Pastor's Message for November, 2006
Look in Any Sanctuary
On my youthful trips to and from school, sometimes on foot, sometimes on bicycle, I would invariably go past the All Saints Roman Catholic Church, where my best friend, Bruce Connor, went to church. The church doors at All Saints always seemed to be wide open in the mornings as I went by, and I would peer in from the sidewalk and feel caught up in mystery, because this sanctuary was so unlike the one where I worshiped, just a half a block away. I dared not go inside, but from the sidewalk I could see that it was much darker than my sanctuary, that there was a marble altar in the front, and we didn't have one of those, and a red lamp suspended from the ceiling near the altar...and we didn't have one of those. There were also statues in there I could see from the doorway, and we didn't have those, and a bank of little candles near the back, some of them lighted, and we didn't have candles. So it was different...and mysterious for someone who went with his family to worship in a low-church Protestant sanctuary.

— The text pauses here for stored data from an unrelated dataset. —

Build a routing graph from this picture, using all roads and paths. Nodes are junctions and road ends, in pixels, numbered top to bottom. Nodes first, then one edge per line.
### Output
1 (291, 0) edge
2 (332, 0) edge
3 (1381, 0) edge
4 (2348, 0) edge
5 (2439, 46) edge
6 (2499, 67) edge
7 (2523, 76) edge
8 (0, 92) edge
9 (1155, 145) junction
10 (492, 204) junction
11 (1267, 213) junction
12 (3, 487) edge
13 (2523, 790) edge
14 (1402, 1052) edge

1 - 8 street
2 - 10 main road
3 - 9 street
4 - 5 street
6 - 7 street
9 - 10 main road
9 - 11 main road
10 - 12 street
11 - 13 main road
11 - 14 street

But one day, when my friend Bruce convinced me that we could briefly step inside the All Saints sanctuary and there would be no sanctuary cops to whisk us away, I noticed something very similar to an object we did have in our sanctuary - and that was a cross. Now there was a difference, because this cross also had a statue of Jesus hanging on it - a crucifix - whereas the cross in our sanctuary was bare, the vertical and the horizontal members only. But in either version, the cross is the cross and stands for Christ's suffering on our behalf.
Whatever differences there may in the sanctuaries of the many branches of the Christian faith, the one thing you will always see - excepting only the most radical and primitive versions of Christianity - is the Cross of Jesus Christ, whether empty or with the Crucified One thereon. And most always, that cross is front and center in the sanctuary and usually lifted high above all else, as the sign that this is our true identity and our guiding image. For here is where we see what love is really all about. Of course there wouldn't be a church or a faith to proclaim if the cross were the last word and there were no resurrection to celebrate. But how ready and eager we seem to be to forgo Good Friday and skip right to Easter Sunday, to celebrate the triumph and forgo the tragedy, the death of Love, without which the way to eternal life would be barred for us.

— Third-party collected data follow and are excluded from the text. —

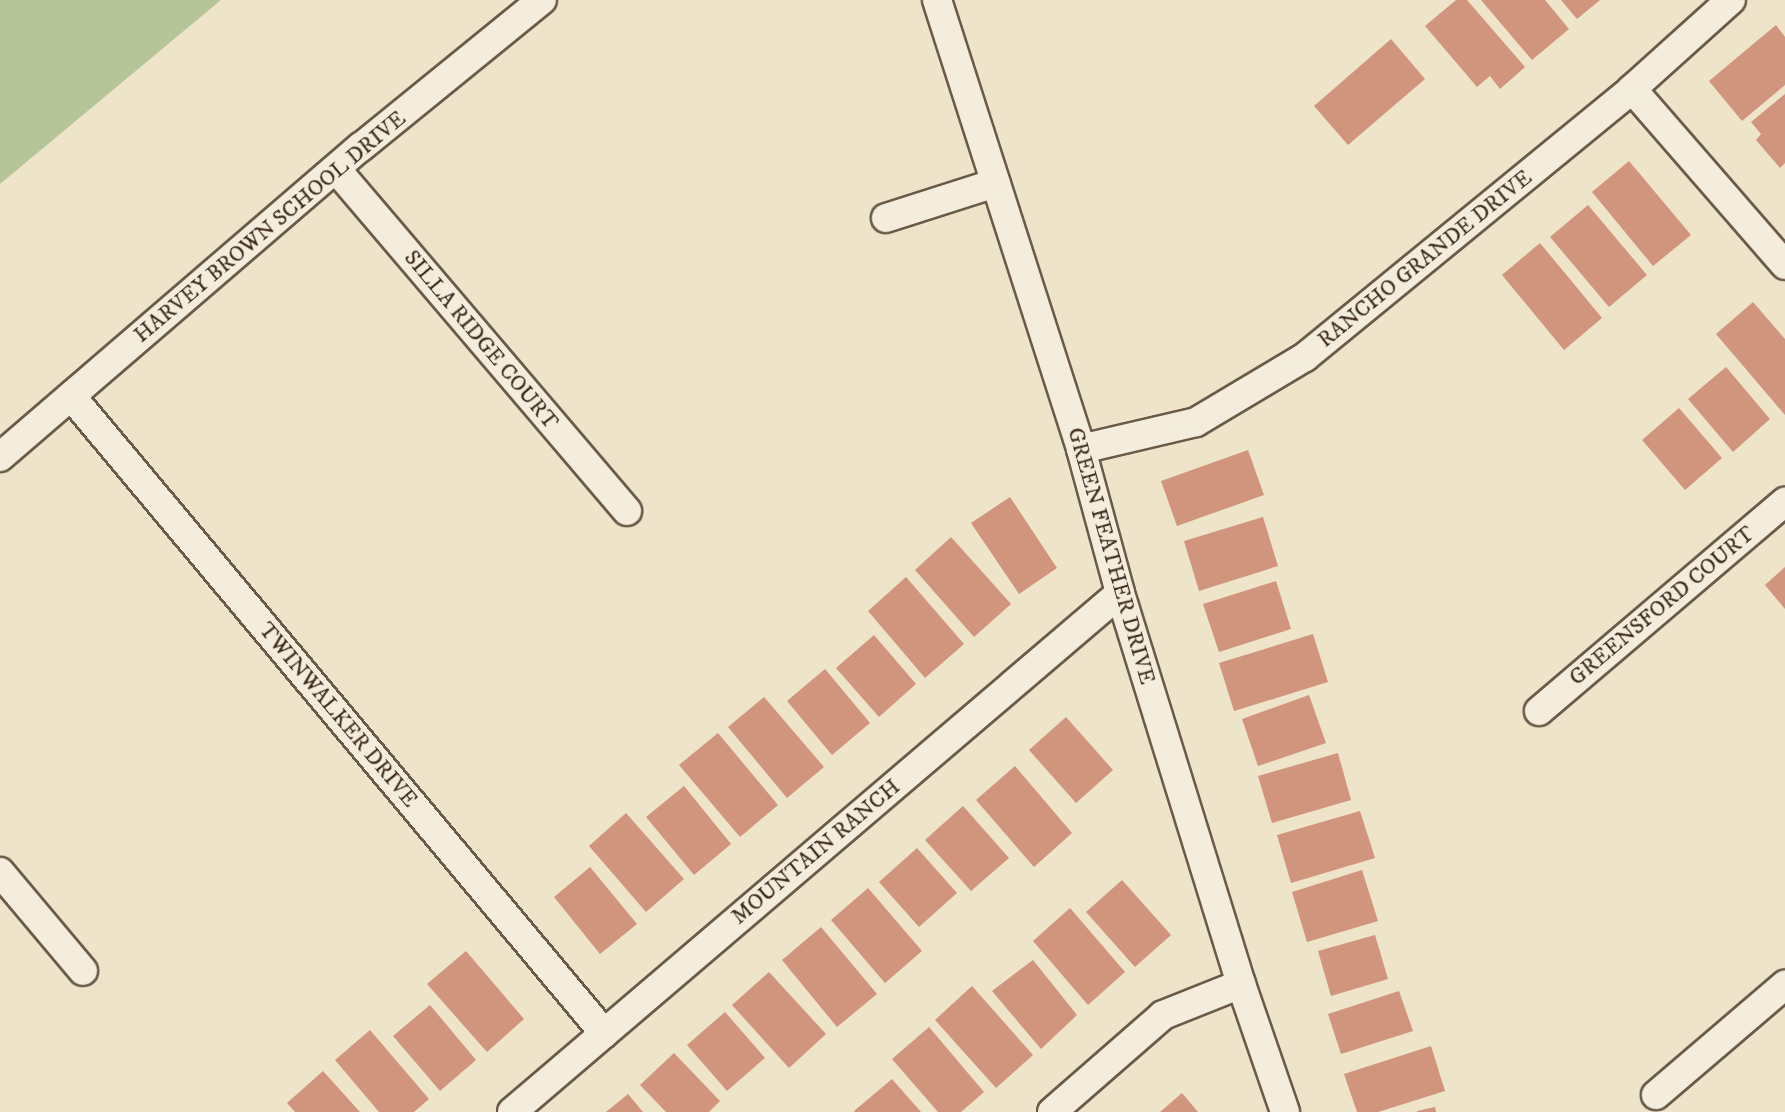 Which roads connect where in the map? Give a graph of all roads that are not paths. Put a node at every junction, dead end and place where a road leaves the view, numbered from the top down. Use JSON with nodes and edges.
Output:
{"nodes":[{"id":1,"x":542,"y":0,"type":"edge"},
{"id":2,"x":937,"y":0,"type":"edge"},
{"id":3,"x":1731,"y":0,"type":"edge"},
{"id":4,"x":1632,"y":89,"type":"junction"},
{"id":5,"x":336,"y":169,"type":"junction"},
{"id":6,"x":996,"y":183,"type":"junction"},
{"id":7,"x":886,"y":218,"type":"dead end"},
{"id":8,"x":1785,"y":265,"type":"edge"},
{"id":9,"x":71,"y":396,"type":"junction"},
{"id":10,"x":1081,"y":449,"type":"junction"},
{"id":11,"x":0,"y":457,"type":"edge"},
{"id":12,"x":1785,"y":502,"type":"edge"},
{"id":13,"x":627,"y":511,"type":"dead end"},
{"id":14,"x":1120,"y":593,"type":"junction"},
{"id":15,"x":1539,"y":711,"type":"dead end"},
{"id":16,"x":0,"y":872,"type":"edge"},
{"id":17,"x":83,"y":971,"type":"dead end"},
{"id":18,"x":1241,"y":984,"type":"junction"},
{"id":19,"x":1785,"y":985,"type":"edge"},
{"id":20,"x":604,"y":1034,"type":"junction"},
{"id":21,"x":1656,"y":1095,"type":"dead end"},
{"id":22,"x":512,"y":1112,"type":"edge"},
{"id":23,"x":1052,"y":1112,"type":"edge"},
{"id":24,"x":1285,"y":1112,"type":"edge"}],
"edges":[{"from":1,"to":5,"type":"street","name":"HARVEY BROWN SCHOOL DRIVE"},
{"from":2,"to":6,"type":"street","name":"GREEN FEATHER DRIVE"},
{"from":3,"to":4,"type":"street","name":"RANCHO GRANDE DRIVE"},
{"from":4,"to":8,"type":"street"},
{"from":4,"to":10,"type":"street","name":"RANCHO GRANDE DRIVE"},
{"from":5,"to":9,"type":"street","name":"HARVEY BROWN SCHOOL DRIVE"},
{"from":5,"to":13,"type":"street","name":"SILLA RIDGE COURT"},
{"from":6,"to":7,"type":"street"},
{"from":6,"to":10,"type":"street","name":"GREEN FEATHER DRIVE"},
{"from":9,"to":11,"type":"street","name":"HARVEY BROWN SCHOOL DRIVE"},
{"from":9,"to":20,"type":"street","name":"TWINWALKER DRIVE"},
{"from":10,"to":14,"type":"street","name":"GREEN FEATHER DRIVE"},
{"from":12,"to":15,"type":"street","name":"GREENSFORD COURT"},
{"from":14,"to":18,"type":"street","name":"GREEN FEATHER DRIVE"},
{"from":14,"to":20,"type":"street","name":"MOUNTAIN RANCH"},
{"from":16,"to":17,"type":"street"},
{"from":18,"to":23,"type":"street"},
{"from":18,"to":24,"type":"street","name":"GREEN FEATHER DRIVE"},
{"from":19,"to":21,"type":"street"},
{"from":20,"to":22,"type":"street","name":"MOUNTAIN RANCH"}]}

We can take heart that such is the way it was from the very beginning, with the very earliest followers of Jesus. The disciples were anticipating a triumphalist faith, not a journey to a cross. And nowhere do we see this more poignantly that in Peter's dialogue with Jesus in a village in Caesarea Philippi; for Peter, the word Messiah was simply incompatible with Jesus' obedience of God that would lead to suffering and death. And Peter was only the most vocal of the disciples, all of whom, we know, were seeking a path of glory rather than affliction because they were obsessed with and argued about who would be greatest in the kingdom, getting to sit on the right or left hand of the King. the seat of power and privilege in this venture.
But it's the Cross we see in any sanctuary - not the scepter of power nor the throne of status nor the testimonials to success. We may forget all that the cross implies - it's rather easy when the cross has become so familiar and our crosses are so excellently crafted and finely polished... easy to forget that the cross is one of the cruelest instruments of human torture. What a paradox: the gateway to life is opened by a cross, not a golden key.
The cross, then, is central in our formation as disciples of Christ and also the splintered key to understanding life...and understanding how and where God is present in life. The cross means that, just as at Golgotha, where God knew the anguish of losing a beloved Son, God is present whenever and wherever there is suffering and sorrow. Yes, God is everywhere, but the testimony of God's people through the ages has been that somehow God draws closest in the heartache and the misery and the horror more than the glory and the triumph.
It is why in the devastating loss and immeasurable grief of September 11 - which we remembered again on its fifth anniversary, and in which again we heard the that fierce question, "Where was God in this unspeakable horror?" - we know the only answer is that God was in the midst of it, present with his people as they perished, his the very first heart to break as the fires raged and the buildings crumbled. The cross erected amid the rubble and the death of Ground Zero.
As you walk the walk of faith today with whatever is heavy on your hearts, with whatever wounds you may be inflicted - bodily, emotional, spiritual, relational - the cross in our midst recalls that God has been where you are and is present in your suffering and heartache even now...and holds you fast in his care. "Nothing in life or in death," writes Paul, "can separate us from the love of God."
God never promised that faith would insulate us from hurt and heartache. What God did promise us is that in God's time and in God's way, the cross would not be the last word, that all suffering will be transformed by resurrection love, that the End is Life, not death. Sometimes we see that transformation, or at least the beginnings of it, in this life; sometimes we await the complete vision of transformation in life beyond this life. However, the promise is sure and sealed in the resurrection of the crucified Christ. Easter will follow Good Friday, the empty tomb will interpret the ugly cross. The world will often be a "Good Friday world," but it will not be a godforsaken world - rather a place of God's loving presence and divine solidarity with us.
How to remember this promise? Look in any sanctuary.